Tags: news and politics, iran, hersh, nuclear, game theory, chicken, nixon

8 Comments:

  • At 2:51 AM, Blogger Antid Oto said…

    Yglesias's basic point that you link to at TPMCafe is pretty astute: not only are there major downsides to nuking Iran, there's not really an upside. At most we set them back a year or three while they build another uranium-enrichment facility or plutonium-production reactor. Now that they know how to build a nuclear bomb they can't ever not know.

    Anyway, if their goal is to convince everyone that they're just crazy enough to do it, well, worked on me. I believe 100% that they're just that fucking crazy.

     
  • At 2:57 AM, Blogger Antid Oto said…

    Oh, as it in fact says in the WaPo article you linked to.

    Many military officers and specialists, however, view the saber rattling with alarm. A strike at Iran, they warn, would at best just delay its nuclear program by a few years but could inflame international opinion against the United States, particularly in the Muslim world and especially within Iran, while making U.S. troops in Iraq targets for retaliation.

     
  • At 3:01 AM, Blogger Solomon Grundy said…

    Heh.

    Yeah, Yglesias made good points.

    But never fear, Condi's got the nice, simple answer: if you rogue states try to use your nuclear weapons, we will Nagasaki your asses without blinking.

    "These regimes are living on borrowed time, so there need be no sense of panic about them. Rather, the first line of defense should be a clear and classical statement of deterrence -- if they do acquire WMD, their weapons will be unusable because any attempt to use them will bring national obliteration"

    BUT I actually think the whole Nixonian chicken/signal thing is probably an explicitly game theoretical tactic to avert the even more costly deterrence game. I just think it's really wrongheaded.

     
  • At 3:05 AM, Blogger Solomon Grundy said…

    Re: your second comment,

    Yeah, the Bushies always forget there's an international community.

    Preemptive nuclear strikes are wrong for so many reasons.

     
  • At 3:10 AM, Blogger Solomon Grundy said…

    Also, there's an interesting article in the new Harper's about how the most significant threat to US sovereignty is a military coup d'etat. I haven't finished reading it, but it's interesting when there's such a consistent disconnect between the military and the White House.

    I smell a speculative fiction short story...

     
  • At 3:22 AM, Blogger Antid Oto said…

    I'm not sure the Bushite lunatics see inflaming international opinion against the U.S. as a bad thing. They don't seem to believe in diplomacy at all.

    I've also seen it proposed that leaking the threat of nuclear weapons is designed to make bombing Iran with conventional weapons seem sane. Again, worked on me in the relative sense.

     
  • At 11:24 AM, Blogger Solomon Grundy said…

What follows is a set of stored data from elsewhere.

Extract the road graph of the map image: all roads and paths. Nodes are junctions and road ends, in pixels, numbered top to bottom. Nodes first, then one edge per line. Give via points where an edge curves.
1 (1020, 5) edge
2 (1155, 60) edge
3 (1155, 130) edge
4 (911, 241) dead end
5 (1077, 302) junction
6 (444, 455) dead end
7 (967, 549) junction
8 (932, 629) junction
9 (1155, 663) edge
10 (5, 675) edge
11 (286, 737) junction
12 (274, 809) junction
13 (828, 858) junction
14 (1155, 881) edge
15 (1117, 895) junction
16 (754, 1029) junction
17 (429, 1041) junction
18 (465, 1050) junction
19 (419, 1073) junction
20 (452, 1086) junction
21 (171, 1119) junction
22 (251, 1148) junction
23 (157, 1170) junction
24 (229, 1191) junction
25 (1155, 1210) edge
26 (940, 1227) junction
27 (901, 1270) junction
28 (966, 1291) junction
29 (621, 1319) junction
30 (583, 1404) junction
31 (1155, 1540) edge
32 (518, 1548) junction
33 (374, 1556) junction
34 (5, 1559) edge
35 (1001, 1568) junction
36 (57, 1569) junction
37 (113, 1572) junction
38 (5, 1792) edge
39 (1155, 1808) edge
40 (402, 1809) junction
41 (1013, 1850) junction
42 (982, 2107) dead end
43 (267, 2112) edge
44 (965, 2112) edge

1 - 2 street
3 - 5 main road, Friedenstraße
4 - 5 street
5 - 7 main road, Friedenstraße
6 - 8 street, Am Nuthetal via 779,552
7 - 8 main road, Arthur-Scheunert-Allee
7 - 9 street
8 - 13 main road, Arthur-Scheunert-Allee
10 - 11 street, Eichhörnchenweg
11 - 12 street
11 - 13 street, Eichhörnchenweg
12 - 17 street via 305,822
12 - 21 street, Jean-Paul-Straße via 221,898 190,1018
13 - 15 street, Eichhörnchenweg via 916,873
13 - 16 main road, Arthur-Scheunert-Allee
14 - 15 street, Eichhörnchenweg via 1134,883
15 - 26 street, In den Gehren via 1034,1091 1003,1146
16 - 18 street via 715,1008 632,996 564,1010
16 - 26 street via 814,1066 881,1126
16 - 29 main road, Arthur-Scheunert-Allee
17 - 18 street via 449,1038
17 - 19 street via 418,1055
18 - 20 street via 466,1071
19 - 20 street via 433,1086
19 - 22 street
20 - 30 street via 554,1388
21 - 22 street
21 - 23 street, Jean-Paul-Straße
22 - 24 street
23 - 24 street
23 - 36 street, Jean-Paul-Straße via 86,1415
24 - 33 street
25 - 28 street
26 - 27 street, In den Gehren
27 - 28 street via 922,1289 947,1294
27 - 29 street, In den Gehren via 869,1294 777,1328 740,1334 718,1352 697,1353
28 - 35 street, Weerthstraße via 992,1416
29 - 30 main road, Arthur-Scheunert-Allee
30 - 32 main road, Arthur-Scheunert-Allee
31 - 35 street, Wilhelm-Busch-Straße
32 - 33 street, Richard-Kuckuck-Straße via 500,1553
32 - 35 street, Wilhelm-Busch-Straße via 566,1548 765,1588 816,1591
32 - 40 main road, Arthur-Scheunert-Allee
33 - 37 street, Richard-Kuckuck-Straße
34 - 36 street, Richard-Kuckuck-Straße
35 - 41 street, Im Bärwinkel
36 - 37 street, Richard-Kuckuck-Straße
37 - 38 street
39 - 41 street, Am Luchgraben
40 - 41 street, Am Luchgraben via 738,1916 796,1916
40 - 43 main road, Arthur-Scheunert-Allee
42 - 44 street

    Well I just watche Sy Hersh on Wolf Blitzer's show, and it seems like this was not a government leak (which was sort of one of my assumptions). The admin seems to loathe Hersh and have been frantically spinning this as him throwing unsourced shit against the wall to see what sticks.

    Also, for the record, I wrote this Chicken thing after coming home tipsy from a date, so I apologize if it was slightly incoherent.

     
  • At 1:00 PM, Blogger Antid Oto said…

    Yeah, I kind of really do believe that the Bushites would like to nuke Iran. Their entire reign has been me thinking "Well, they couldn't possibly be crazy enough to do that, lets think about what sane compromises they might be aiming for," and then them doing the totally crazy shit. I was convinced there was no way the dividend tax cut would pass, for example. I couldn't believe we would actually invade Iraq until a few weeks beforehand--I thought it was all a political stunt to cow political opponents. This time I believe up front that they're completely fucking nuts, and I think we know from experience that there's precious little anyone can do to stop them. The only slim, slim hope I have is that if the demonstrations are big and loud enough, the rest of the world might believe Bush doesn't speak for us on this. Sadly, I am already pretty well convinced that most Americans wouldn't think twice about nuking Iran. After all, brown Persians aren't really people. They're "Islamists."